Pelvic prolapse is the gradual moving or “dropping” of a pelvic organ to a lower position in the pelvis. The top of the vagina, the bladder, or the rectum may be the main prolapsed organ. If the uterus has not been removed, it too may prolapse. A careful pelvic exam should reveal which organs have dropped.

Symptoms of Pelvic Organ Prolapse

If you have a prolapsed organ or organs, you may experience lower back pain, pelvic pressure, loss of bladder or rectal control, or difficulty emptying the bladder or bowels. In severe cases, the vagina or uterine cervix is felt or seen as a bulge outside the body.

Weak supporting pelvic tissues and muscles may allow the pelvic organs to prolapse into the pelvis. Childbirth, chronic cough, and constipation may lead to this pelvic muscle weakness. Prolapse also may occur more commonly within specific families or certain ethnic groups.

When to See a Doctor

Pelvic organ prolapse may not occur quickly, but the condition typically worsens when left untreated. The choice of treatment should be based on the impact of symptoms on your health and activities. In rare cases, severe prolapse can cause urine to be retained in the bladder and the kidneys, leading to kidney damage or infection. In this situation, treatment is necessary. In most other cases, though, you can decide, based on your specific symptoms, when prolapse should be treated. 

Treatment Options

The goal of continence surgery or pelvic reconstructive surgery is to recreate normal anatomy. None of these procedures, however, has a 100 percent success rate.

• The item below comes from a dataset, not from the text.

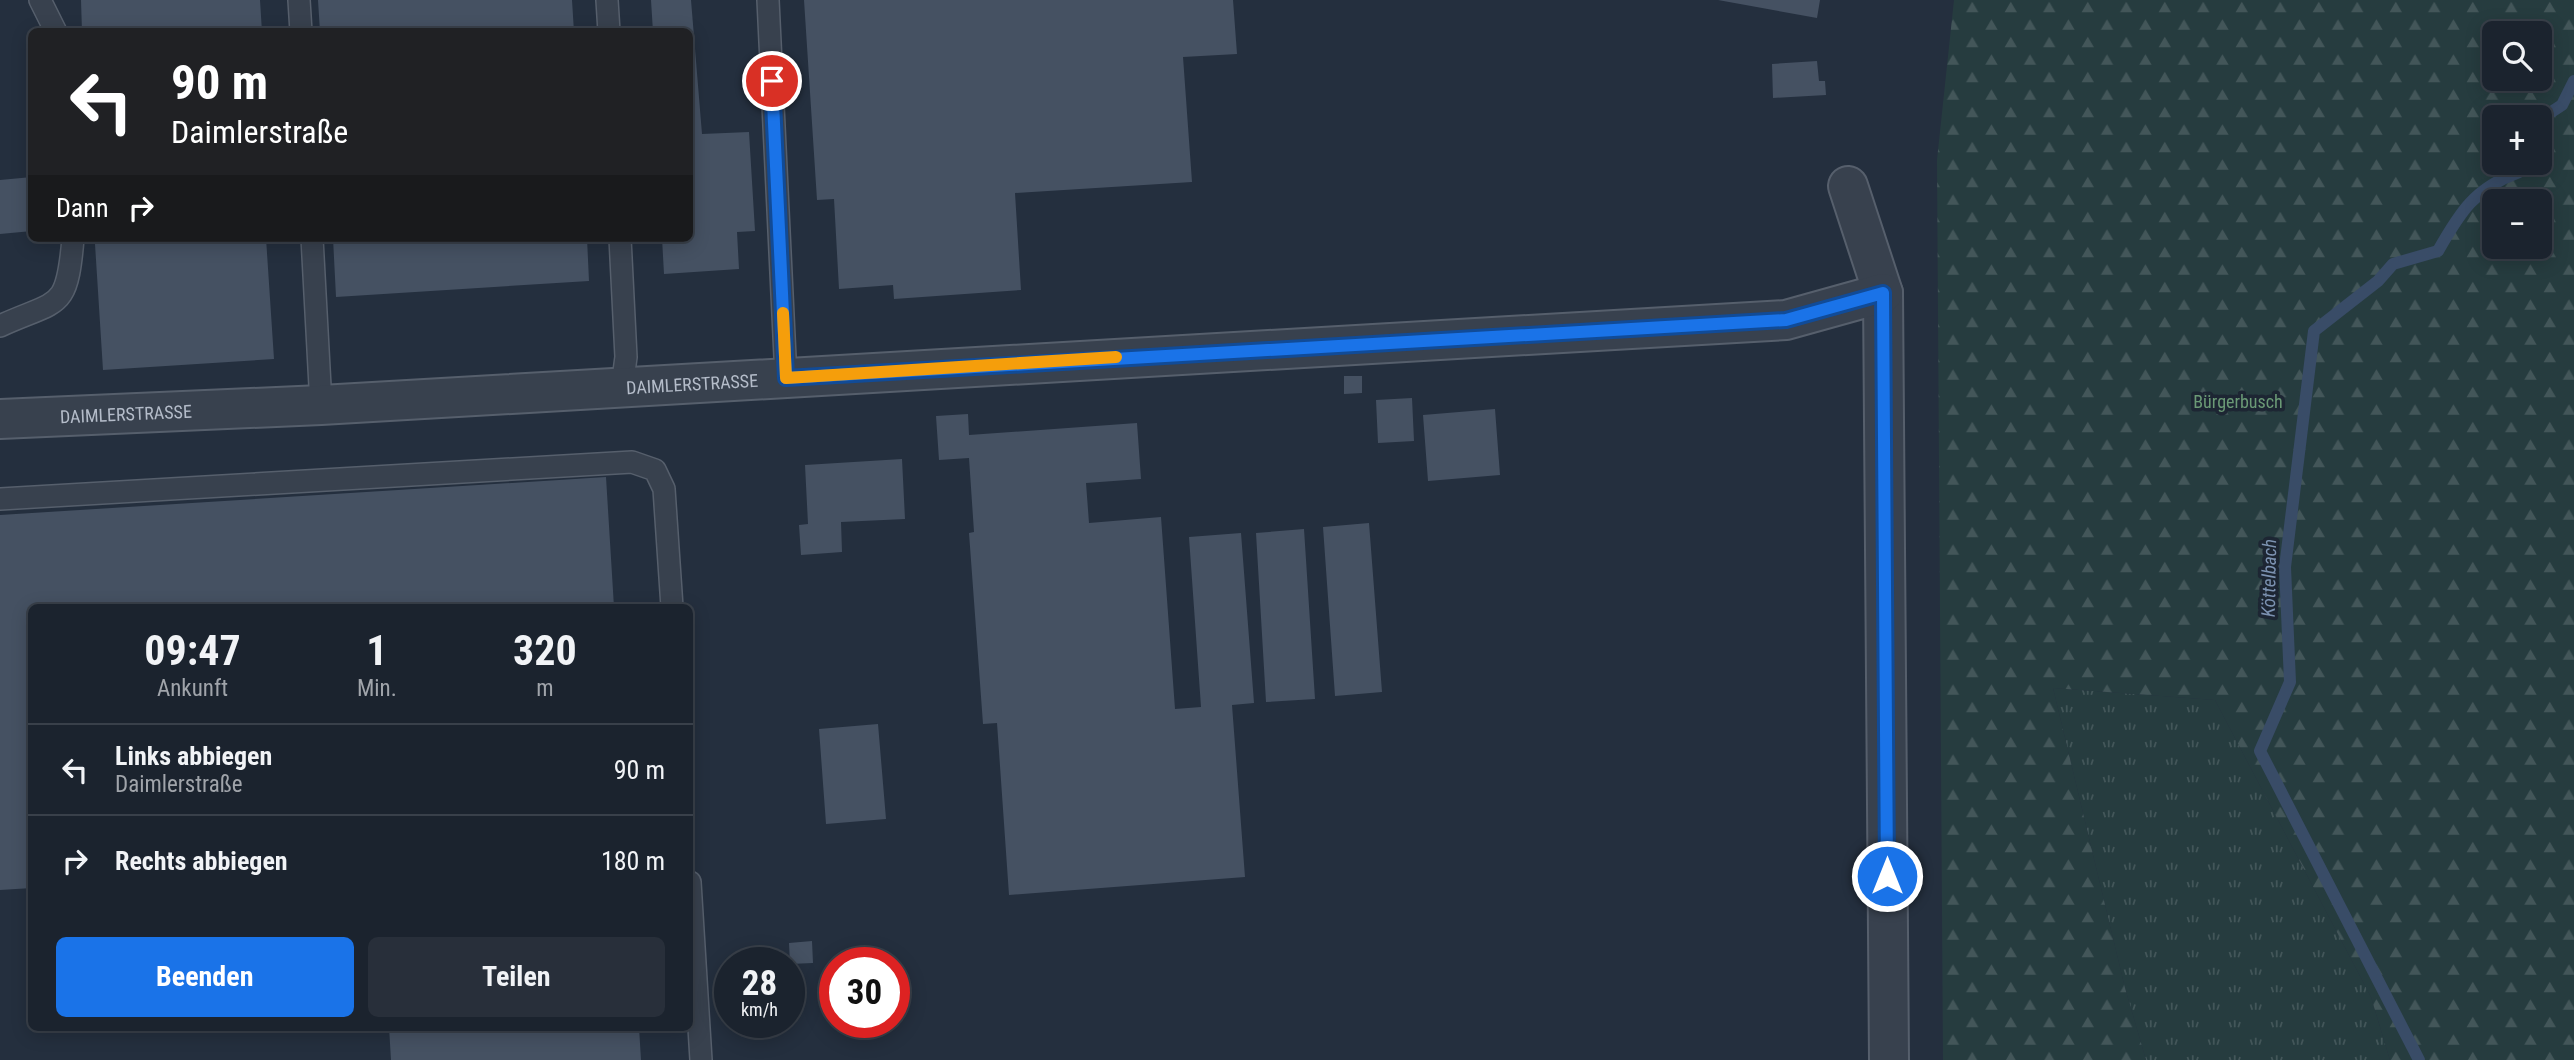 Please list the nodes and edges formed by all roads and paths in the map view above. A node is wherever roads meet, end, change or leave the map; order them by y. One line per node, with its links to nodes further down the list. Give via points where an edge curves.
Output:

In many cases, only a partial failure occurs, requiring pessary use, surgery that is less extensive than the original surgery, or no treatment at all. Patients who follow our recommended restrictions for 12 weeks after surgery give themselves the best chance for permanent success. 

Techniques

  • Pessary: A pessary is a supportive device that is placed in the vagina to elevate it. Positioned similarly to a contraceptive diaphragm, the pessary uses the strength of the pelvic bones to support the vagina. Pessaries come in a variety of shapes and sizes and are most commonly made from either silicone or latex. Patients may continuously wear their pessary but should remove and clean it on a regular basis. Pessaries may be used as a temporary aid prior to surgery or as a permanent treatment for prolapse.
  • Surgery: Techniques that use permanent sutures to attach the vagina to the pelvic bones rely on the strength of these bones to support the vagina. The surgery may involve a vaginal or abdominal incision, or both. Determining the precise urinary problem prior to surgery ensures selection of the best technique. 

After-Surgery Care

You will be in the hospital for one to four days, depending on the extent of your surgery. Most patients require at least some prescription-strength pain medicine for one or two weeks after surgery.

You should avoid strenuous physical activity, especially lifting heavy objects, for 12 weeks to allow proper healing. Increased physical straining adds to the force against these weak pelvic muscles, possibly resulting in worsening prolapse or damage to a surgical repair.